TO DO. For the entries below, the result should be an exact transcription of the lines from the one with "Quick job: Build" up to and including the one with "Map reading. Describe", and only those.

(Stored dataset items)
►

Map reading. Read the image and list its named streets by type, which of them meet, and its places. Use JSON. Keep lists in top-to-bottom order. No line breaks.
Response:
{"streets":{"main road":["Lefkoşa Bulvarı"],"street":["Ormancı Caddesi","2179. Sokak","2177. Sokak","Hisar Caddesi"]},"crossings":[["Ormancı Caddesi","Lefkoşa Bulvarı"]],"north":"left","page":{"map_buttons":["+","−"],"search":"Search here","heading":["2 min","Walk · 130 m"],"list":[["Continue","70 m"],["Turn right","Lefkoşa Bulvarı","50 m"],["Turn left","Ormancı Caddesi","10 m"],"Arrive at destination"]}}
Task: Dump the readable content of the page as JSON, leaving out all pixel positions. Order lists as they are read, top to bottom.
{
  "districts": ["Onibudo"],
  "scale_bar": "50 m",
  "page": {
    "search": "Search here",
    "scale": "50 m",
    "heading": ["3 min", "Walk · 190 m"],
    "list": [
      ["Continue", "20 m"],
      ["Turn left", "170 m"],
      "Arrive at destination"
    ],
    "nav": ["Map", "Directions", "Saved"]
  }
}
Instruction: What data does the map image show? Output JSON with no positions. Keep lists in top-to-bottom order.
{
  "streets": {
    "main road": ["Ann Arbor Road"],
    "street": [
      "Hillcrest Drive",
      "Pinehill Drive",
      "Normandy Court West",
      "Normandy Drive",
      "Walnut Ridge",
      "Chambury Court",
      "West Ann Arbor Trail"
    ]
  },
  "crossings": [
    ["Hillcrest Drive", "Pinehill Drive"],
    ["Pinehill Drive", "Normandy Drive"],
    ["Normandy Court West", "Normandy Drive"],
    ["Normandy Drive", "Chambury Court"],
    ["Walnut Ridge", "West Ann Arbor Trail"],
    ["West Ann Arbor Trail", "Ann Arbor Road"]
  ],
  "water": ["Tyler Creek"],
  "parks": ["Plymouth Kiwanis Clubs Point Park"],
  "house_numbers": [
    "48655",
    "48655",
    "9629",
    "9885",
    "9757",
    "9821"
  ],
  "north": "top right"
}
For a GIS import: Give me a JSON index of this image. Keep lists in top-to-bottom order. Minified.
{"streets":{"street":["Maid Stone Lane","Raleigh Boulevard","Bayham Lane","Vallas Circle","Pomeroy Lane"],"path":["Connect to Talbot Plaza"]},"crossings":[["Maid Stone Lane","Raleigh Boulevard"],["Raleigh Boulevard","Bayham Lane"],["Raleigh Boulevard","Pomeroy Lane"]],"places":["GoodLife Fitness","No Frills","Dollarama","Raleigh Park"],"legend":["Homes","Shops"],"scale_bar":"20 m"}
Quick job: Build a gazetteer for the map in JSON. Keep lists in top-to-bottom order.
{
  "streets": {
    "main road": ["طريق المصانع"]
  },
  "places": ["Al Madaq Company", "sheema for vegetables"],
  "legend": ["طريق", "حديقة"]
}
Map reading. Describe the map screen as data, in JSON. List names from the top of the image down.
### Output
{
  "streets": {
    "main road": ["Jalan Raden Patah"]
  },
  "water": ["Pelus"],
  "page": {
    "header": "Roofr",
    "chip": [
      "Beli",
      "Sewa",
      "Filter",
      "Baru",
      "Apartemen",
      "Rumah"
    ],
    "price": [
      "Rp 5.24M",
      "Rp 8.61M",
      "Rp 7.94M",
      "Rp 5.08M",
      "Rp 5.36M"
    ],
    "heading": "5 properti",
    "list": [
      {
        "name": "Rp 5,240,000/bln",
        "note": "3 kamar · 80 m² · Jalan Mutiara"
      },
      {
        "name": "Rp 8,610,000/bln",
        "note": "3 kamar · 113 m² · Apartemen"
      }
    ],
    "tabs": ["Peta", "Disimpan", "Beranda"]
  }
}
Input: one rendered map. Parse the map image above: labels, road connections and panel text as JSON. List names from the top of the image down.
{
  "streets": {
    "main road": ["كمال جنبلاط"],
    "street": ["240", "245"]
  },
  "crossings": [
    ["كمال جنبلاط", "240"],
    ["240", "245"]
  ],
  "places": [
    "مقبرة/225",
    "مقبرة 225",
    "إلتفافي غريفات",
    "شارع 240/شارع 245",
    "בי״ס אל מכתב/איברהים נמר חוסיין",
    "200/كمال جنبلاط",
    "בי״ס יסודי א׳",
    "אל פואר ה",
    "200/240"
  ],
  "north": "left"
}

◄

TASK OUTPUT.
Quick job: Build a gazetteer for the map in JSON. Keep lists in top-to-bottom order.
{
  "streets": {
    "main road": ["طريق المصانع"]
  },
  "places": ["Al Madaq Company", "sheema for vegetables"],
  "legend": ["طريق", "حديقة"]
}
Map reading. Describe the map screen as data, in JSON. List names from the top of the image down.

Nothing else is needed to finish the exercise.